● What you will do
The full set of entries should be repeated without a single change.
(Available data begins)
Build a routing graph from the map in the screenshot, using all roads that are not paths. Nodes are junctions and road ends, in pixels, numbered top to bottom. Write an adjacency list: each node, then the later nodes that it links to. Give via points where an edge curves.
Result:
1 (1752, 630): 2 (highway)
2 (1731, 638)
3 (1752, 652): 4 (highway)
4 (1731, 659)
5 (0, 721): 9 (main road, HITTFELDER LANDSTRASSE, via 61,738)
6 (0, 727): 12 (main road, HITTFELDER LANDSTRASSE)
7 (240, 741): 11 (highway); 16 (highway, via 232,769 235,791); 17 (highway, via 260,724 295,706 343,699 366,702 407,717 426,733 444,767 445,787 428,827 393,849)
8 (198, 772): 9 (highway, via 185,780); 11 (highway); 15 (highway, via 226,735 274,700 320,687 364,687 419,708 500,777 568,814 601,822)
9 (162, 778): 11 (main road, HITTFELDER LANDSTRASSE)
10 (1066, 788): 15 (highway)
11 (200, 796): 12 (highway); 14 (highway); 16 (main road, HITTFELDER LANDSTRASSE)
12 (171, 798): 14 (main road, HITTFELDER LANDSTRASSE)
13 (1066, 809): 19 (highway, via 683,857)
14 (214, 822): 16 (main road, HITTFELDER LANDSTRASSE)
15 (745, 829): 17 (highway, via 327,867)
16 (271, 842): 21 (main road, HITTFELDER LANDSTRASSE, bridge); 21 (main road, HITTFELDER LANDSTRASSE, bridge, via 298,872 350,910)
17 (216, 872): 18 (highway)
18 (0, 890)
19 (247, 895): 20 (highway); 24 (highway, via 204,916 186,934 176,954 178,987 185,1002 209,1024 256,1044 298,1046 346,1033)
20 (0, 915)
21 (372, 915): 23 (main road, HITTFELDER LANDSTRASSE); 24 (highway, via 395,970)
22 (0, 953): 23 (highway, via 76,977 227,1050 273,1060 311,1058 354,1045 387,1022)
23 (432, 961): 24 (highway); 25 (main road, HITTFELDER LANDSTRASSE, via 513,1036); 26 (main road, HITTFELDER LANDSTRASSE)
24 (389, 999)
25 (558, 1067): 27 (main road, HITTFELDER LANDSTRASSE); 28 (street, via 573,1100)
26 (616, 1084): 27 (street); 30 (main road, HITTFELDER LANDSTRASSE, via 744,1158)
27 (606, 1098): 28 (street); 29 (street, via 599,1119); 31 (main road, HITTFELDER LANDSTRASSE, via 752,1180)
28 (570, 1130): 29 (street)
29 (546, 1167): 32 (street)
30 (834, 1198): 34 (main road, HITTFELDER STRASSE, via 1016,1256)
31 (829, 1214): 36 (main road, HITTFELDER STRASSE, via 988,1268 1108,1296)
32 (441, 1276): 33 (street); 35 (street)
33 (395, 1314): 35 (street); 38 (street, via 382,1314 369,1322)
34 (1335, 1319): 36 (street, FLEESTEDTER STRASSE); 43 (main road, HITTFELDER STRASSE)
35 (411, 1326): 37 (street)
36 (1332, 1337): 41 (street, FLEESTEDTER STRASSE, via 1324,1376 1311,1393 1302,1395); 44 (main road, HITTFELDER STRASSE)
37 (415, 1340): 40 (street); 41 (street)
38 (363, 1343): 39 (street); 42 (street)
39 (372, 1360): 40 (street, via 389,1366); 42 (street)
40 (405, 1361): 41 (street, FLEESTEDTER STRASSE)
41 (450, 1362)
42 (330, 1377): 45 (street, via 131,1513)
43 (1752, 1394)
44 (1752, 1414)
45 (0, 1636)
(Available data ends)
● Reply to the task
Build a routing graph from the map in the screenshot, using all roads that are not paths. Nodes are junctions and road ends, in pixels, numbered top to bottom. Write an adjacency list: each node, then the later nodes that it links to. Give via points where an edge curves.
Result:
1 (1752, 630): 2 (highway)
2 (1731, 638)
3 (1752, 652): 4 (highway)
4 (1731, 659)
5 (0, 721): 9 (main road, HITTFELDER LANDSTRASSE, via 61,738)
6 (0, 727): 12 (main road, HITTFELDER LANDSTRASSE)
7 (240, 741): 11 (highway); 16 (highway, via 232,769 235,791); 17 (highway, via 260,724 295,706 343,699 366,702 407,717 426,733 444,767 445,787 428,827 393,849)
8 (198, 772): 9 (highway, via 185,780); 11 (highway); 15 (highway, via 226,735 274,700 320,687 364,687 419,708 500,777 568,814 601,822)
9 (162, 778): 11 (main road, HITTFELDER LANDSTRASSE)
10 (1066, 788): 15 (highway)
11 (200, 796): 12 (highway); 14 (highway); 16 (main road, HITTFELDER LANDSTRASSE)
12 (171, 798): 14 (main road, HITTFELDER LANDSTRASSE)
13 (1066, 809): 19 (highway, via 683,857)
14 (214, 822): 16 (main road, HITTFELDER LANDSTRASSE)
15 (745, 829): 17 (highway, via 327,867)
16 (271, 842): 21 (main road, HITTFELDER LANDSTRASSE, bridge); 21 (main road, HITTFELDER LANDSTRASSE, bridge, via 298,872 350,910)
17 (216, 872): 18 (highway)
18 (0, 890)
19 (247, 895): 20 (highway); 24 (highway, via 204,916 186,934 176,954 178,987 185,1002 209,1024 256,1044 298,1046 346,1033)
20 (0, 915)
21 (372, 915): 23 (main road, HITTFELDER LANDSTRASSE); 24 (highway, via 395,970)
22 (0, 953): 23 (highway, via 76,977 227,1050 273,1060 311,1058 354,1045 387,1022)
23 (432, 961): 24 (highway); 25 (main road, HITTFELDER LANDSTRASSE, via 513,1036); 26 (main road, HITTFELDER LANDSTRASSE)
24 (389, 999)
25 (558, 1067): 27 (main road, HITTFELDER LANDSTRASSE); 28 (street, via 573,1100)
26 (616, 1084): 27 (street); 30 (main road, HITTFELDER LANDSTRASSE, via 744,1158)
27 (606, 1098): 28 (street); 29 (street, via 599,1119); 31 (main road, HITTFELDER LANDSTRASSE, via 752,1180)
28 (570, 1130): 29 (street)
29 (546, 1167): 32 (street)
30 (834, 1198): 34 (main road, HITTFELDER STRASSE, via 1016,1256)
31 (829, 1214): 36 (main road, HITTFELDER STRASSE, via 988,1268 1108,1296)
32 (441, 1276): 33 (street); 35 (street)
33 (395, 1314): 35 (street); 38 (street, via 382,1314 369,1322)
34 (1335, 1319): 36 (street, FLEESTEDTER STRASSE); 43 (main road, HITTFELDER STRASSE)
35 (411, 1326): 37 (street)
36 (1332, 1337): 41 (street, FLEESTEDTER STRASSE, via 1324,1376 1311,1393 1302,1395); 44 (main road, HITTFELDER STRASSE)
37 (415, 1340): 40 (street); 41 (street)
38 (363, 1343): 39 (street); 42 (street)
39 (372, 1360): 40 (street, via 389,1366); 42 (street)
40 (405, 1361): 41 (street, FLEESTEDTER STRASSE)
41 (450, 1362)
42 (330, 1377): 45 (street, via 131,1513)
43 (1752, 1394)
44 (1752, 1414)
45 (0, 1636)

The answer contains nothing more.